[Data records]

((

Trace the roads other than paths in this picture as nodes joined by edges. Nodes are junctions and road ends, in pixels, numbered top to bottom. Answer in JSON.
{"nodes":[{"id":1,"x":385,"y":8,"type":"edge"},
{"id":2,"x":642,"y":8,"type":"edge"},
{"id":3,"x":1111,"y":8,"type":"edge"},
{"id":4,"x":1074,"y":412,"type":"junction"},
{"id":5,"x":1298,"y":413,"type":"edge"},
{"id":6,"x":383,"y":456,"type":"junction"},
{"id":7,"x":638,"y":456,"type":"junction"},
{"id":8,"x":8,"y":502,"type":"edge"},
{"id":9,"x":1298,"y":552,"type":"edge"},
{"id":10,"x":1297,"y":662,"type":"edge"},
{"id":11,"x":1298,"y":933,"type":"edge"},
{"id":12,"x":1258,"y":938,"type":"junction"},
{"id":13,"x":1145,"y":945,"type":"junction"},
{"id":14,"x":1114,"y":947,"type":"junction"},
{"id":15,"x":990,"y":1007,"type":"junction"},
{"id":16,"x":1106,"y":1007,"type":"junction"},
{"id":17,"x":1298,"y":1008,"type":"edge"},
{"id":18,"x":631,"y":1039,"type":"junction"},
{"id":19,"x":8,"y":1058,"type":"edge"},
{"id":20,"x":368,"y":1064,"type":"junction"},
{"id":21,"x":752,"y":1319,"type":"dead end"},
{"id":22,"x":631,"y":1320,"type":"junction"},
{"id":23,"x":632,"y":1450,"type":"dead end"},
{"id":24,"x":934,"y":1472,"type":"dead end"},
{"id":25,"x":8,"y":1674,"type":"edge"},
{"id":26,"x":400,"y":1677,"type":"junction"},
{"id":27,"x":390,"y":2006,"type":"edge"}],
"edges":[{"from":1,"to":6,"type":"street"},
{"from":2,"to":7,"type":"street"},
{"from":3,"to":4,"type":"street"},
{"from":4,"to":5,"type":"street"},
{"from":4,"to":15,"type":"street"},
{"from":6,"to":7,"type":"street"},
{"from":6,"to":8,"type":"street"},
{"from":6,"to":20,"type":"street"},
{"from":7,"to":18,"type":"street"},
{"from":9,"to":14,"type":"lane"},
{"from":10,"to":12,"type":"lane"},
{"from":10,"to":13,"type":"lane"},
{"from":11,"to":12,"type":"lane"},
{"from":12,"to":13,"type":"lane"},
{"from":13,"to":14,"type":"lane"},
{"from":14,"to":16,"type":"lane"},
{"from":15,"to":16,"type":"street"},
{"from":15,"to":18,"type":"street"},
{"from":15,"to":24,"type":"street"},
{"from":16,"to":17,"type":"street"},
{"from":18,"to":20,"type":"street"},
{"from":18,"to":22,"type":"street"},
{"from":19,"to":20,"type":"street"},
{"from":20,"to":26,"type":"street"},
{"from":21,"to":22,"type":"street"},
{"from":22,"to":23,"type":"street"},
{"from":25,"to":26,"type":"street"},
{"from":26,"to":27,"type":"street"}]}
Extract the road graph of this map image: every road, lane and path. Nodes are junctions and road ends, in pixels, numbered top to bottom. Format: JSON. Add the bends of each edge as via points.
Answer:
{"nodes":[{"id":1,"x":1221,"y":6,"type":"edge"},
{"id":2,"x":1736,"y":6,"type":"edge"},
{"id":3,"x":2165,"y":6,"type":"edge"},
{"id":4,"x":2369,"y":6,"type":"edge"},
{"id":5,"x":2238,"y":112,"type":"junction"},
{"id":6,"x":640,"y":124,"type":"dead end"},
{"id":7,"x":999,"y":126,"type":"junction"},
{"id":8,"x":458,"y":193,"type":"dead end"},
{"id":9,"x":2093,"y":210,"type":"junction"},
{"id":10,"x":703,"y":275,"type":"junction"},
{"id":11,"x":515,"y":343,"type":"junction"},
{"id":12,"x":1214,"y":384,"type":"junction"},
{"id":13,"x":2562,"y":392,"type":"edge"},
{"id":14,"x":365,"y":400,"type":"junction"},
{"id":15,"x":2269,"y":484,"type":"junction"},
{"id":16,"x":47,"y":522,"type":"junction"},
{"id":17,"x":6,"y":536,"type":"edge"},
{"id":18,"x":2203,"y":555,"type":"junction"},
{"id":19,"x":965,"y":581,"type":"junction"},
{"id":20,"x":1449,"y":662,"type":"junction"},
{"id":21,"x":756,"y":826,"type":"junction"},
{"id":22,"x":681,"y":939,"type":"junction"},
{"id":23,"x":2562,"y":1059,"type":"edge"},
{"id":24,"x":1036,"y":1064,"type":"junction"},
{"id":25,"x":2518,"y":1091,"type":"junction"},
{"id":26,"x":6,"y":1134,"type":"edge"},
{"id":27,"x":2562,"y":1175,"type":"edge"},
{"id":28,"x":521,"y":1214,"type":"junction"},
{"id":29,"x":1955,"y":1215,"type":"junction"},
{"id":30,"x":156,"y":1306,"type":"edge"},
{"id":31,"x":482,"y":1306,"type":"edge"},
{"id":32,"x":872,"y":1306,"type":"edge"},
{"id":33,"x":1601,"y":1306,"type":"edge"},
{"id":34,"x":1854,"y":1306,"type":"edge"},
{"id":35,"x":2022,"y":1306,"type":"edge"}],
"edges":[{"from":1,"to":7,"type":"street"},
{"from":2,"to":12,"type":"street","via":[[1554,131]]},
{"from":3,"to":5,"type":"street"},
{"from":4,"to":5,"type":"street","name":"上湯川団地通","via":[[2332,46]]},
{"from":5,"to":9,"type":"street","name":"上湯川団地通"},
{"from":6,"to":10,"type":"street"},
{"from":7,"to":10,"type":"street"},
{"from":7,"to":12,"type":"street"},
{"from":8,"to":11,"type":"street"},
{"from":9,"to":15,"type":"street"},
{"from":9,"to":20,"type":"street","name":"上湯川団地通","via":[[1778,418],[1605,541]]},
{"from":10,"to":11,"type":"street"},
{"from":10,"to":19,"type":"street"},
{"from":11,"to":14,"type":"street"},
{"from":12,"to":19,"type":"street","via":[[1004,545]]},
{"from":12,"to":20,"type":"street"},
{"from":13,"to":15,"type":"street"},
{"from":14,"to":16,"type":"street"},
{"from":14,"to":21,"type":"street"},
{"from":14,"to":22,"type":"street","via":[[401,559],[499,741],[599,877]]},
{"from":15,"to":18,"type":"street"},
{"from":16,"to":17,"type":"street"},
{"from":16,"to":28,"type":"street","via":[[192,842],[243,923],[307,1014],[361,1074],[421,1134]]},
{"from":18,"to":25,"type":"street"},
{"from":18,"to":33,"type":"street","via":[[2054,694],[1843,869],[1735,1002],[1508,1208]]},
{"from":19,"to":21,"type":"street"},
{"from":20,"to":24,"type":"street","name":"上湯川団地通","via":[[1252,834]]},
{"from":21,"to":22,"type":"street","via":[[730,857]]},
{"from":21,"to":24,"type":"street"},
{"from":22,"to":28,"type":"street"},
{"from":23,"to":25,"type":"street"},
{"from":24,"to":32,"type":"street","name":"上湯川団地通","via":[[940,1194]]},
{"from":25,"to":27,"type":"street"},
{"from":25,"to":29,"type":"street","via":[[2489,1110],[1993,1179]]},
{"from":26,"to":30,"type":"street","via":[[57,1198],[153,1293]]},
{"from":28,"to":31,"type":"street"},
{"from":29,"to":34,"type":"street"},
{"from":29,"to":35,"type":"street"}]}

))

[Task details] Repeat each line above exactly as it stands.

[Task solution]
Trace the roads other than paths in this picture as nodes joined by edges. Nodes are junctions and road ends, in pixels, numbered top to bottom. Answer in JSON.
{"nodes":[{"id":1,"x":385,"y":8,"type":"edge"},
{"id":2,"x":642,"y":8,"type":"edge"},
{"id":3,"x":1111,"y":8,"type":"edge"},
{"id":4,"x":1074,"y":412,"type":"junction"},
{"id":5,"x":1298,"y":413,"type":"edge"},
{"id":6,"x":383,"y":456,"type":"junction"},
{"id":7,"x":638,"y":456,"type":"junction"},
{"id":8,"x":8,"y":502,"type":"edge"},
{"id":9,"x":1298,"y":552,"type":"edge"},
{"id":10,"x":1297,"y":662,"type":"edge"},
{"id":11,"x":1298,"y":933,"type":"edge"},
{"id":12,"x":1258,"y":938,"type":"junction"},
{"id":13,"x":1145,"y":945,"type":"junction"},
{"id":14,"x":1114,"y":947,"type":"junction"},
{"id":15,"x":990,"y":1007,"type":"junction"},
{"id":16,"x":1106,"y":1007,"type":"junction"},
{"id":17,"x":1298,"y":1008,"type":"edge"},
{"id":18,"x":631,"y":1039,"type":"junction"},
{"id":19,"x":8,"y":1058,"type":"edge"},
{"id":20,"x":368,"y":1064,"type":"junction"},
{"id":21,"x":752,"y":1319,"type":"dead end"},
{"id":22,"x":631,"y":1320,"type":"junction"},
{"id":23,"x":632,"y":1450,"type":"dead end"},
{"id":24,"x":934,"y":1472,"type":"dead end"},
{"id":25,"x":8,"y":1674,"type":"edge"},
{"id":26,"x":400,"y":1677,"type":"junction"},
{"id":27,"x":390,"y":2006,"type":"edge"}],
"edges":[{"from":1,"to":6,"type":"street"},
{"from":2,"to":7,"type":"street"},
{"from":3,"to":4,"type":"street"},
{"from":4,"to":5,"type":"street"},
{"from":4,"to":15,"type":"street"},
{"from":6,"to":7,"type":"street"},
{"from":6,"to":8,"type":"street"},
{"from":6,"to":20,"type":"street"},
{"from":7,"to":18,"type":"street"},
{"from":9,"to":14,"type":"lane"},
{"from":10,"to":12,"type":"lane"},
{"from":10,"to":13,"type":"lane"},
{"from":11,"to":12,"type":"lane"},
{"from":12,"to":13,"type":"lane"},
{"from":13,"to":14,"type":"lane"},
{"from":14,"to":16,"type":"lane"},
{"from":15,"to":16,"type":"street"},
{"from":15,"to":18,"type":"street"},
{"from":15,"to":24,"type":"street"},
{"from":16,"to":17,"type":"street"},
{"from":18,"to":20,"type":"street"},
{"from":18,"to":22,"type":"street"},
{"from":19,"to":20,"type":"street"},
{"from":20,"to":26,"type":"street"},
{"from":21,"to":22,"type":"street"},
{"from":22,"to":23,"type":"street"},
{"from":25,"to":26,"type":"street"},
{"from":26,"to":27,"type":"street"}]}
Extract the road graph of this map image: every road, lane and path. Nodes are junctions and road ends, in pixels, numbered top to bottom. Format: JSON. Add the bends of each edge as via points.
Answer:
{"nodes":[{"id":1,"x":1221,"y":6,"type":"edge"},
{"id":2,"x":1736,"y":6,"type":"edge"},
{"id":3,"x":2165,"y":6,"type":"edge"},
{"id":4,"x":2369,"y":6,"type":"edge"},
{"id":5,"x":2238,"y":112,"type":"junction"},
{"id":6,"x":640,"y":124,"type":"dead end"},
{"id":7,"x":999,"y":126,"type":"junction"},
{"id":8,"x":458,"y":193,"type":"dead end"},
{"id":9,"x":2093,"y":210,"type":"junction"},
{"id":10,"x":703,"y":275,"type":"junction"},
{"id":11,"x":515,"y":343,"type":"junction"},
{"id":12,"x":1214,"y":384,"type":"junction"},
{"id":13,"x":2562,"y":392,"type":"edge"},
{"id":14,"x":365,"y":400,"type":"junction"},
{"id":15,"x":2269,"y":484,"type":"junction"},
{"id":16,"x":47,"y":522,"type":"junction"},
{"id":17,"x":6,"y":536,"type":"edge"},
{"id":18,"x":2203,"y":555,"type":"junction"},
{"id":19,"x":965,"y":581,"type":"junction"},
{"id":20,"x":1449,"y":662,"type":"junction"},
{"id":21,"x":756,"y":826,"type":"junction"},
{"id":22,"x":681,"y":939,"type":"junction"},
{"id":23,"x":2562,"y":1059,"type":"edge"},
{"id":24,"x":1036,"y":1064,"type":"junction"},
{"id":25,"x":2518,"y":1091,"type":"junction"},
{"id":26,"x":6,"y":1134,"type":"edge"},
{"id":27,"x":2562,"y":1175,"type":"edge"},
{"id":28,"x":521,"y":1214,"type":"junction"},
{"id":29,"x":1955,"y":1215,"type":"junction"},
{"id":30,"x":156,"y":1306,"type":"edge"},
{"id":31,"x":482,"y":1306,"type":"edge"},
{"id":32,"x":872,"y":1306,"type":"edge"},
{"id":33,"x":1601,"y":1306,"type":"edge"},
{"id":34,"x":1854,"y":1306,"type":"edge"},
{"id":35,"x":2022,"y":1306,"type":"edge"}],
"edges":[{"from":1,"to":7,"type":"street"},
{"from":2,"to":12,"type":"street","via":[[1554,131]]},
{"from":3,"to":5,"type":"street"},
{"from":4,"to":5,"type":"street","name":"上湯川団地通","via":[[2332,46]]},
{"from":5,"to":9,"type":"street","name":"上湯川団地通"},
{"from":6,"to":10,"type":"street"},
{"from":7,"to":10,"type":"street"},
{"from":7,"to":12,"type":"street"},
{"from":8,"to":11,"type":"street"},
{"from":9,"to":15,"type":"street"},
{"from":9,"to":20,"type":"street","name":"上湯川団地通","via":[[1778,418],[1605,541]]},
{"from":10,"to":11,"type":"street"},
{"from":10,"to":19,"type":"street"},
{"from":11,"to":14,"type":"street"},
{"from":12,"to":19,"type":"street","via":[[1004,545]]},
{"from":12,"to":20,"type":"street"},
{"from":13,"to":15,"type":"street"},
{"from":14,"to":16,"type":"street"},
{"from":14,"to":21,"type":"street"},
{"from":14,"to":22,"type":"street","via":[[401,559],[499,741],[599,877]]},
{"from":15,"to":18,"type":"street"},
{"from":16,"to":17,"type":"street"},
{"from":16,"to":28,"type":"street","via":[[192,842],[243,923],[307,1014],[361,1074],[421,1134]]},
{"from":18,"to":25,"type":"street"},
{"from":18,"to":33,"type":"street","via":[[2054,694],[1843,869],[1735,1002],[1508,1208]]},
{"from":19,"to":21,"type":"street"},
{"from":20,"to":24,"type":"street","name":"上湯川団地通","via":[[1252,834]]},
{"from":21,"to":22,"type":"street","via":[[730,857]]},
{"from":21,"to":24,"type":"street"},
{"from":22,"to":28,"type":"street"},
{"from":23,"to":25,"type":"street"},
{"from":24,"to":32,"type":"street","name":"上湯川団地通","via":[[940,1194]]},
{"from":25,"to":27,"type":"street"},
{"from":25,"to":29,"type":"street","via":[[2489,1110],[1993,1179]]},
{"from":26,"to":30,"type":"street","via":[[57,1198],[153,1293]]},
{"from":28,"to":31,"type":"street"},
{"from":29,"to":34,"type":"street"},
{"from":29,"to":35,"type":"street"}]}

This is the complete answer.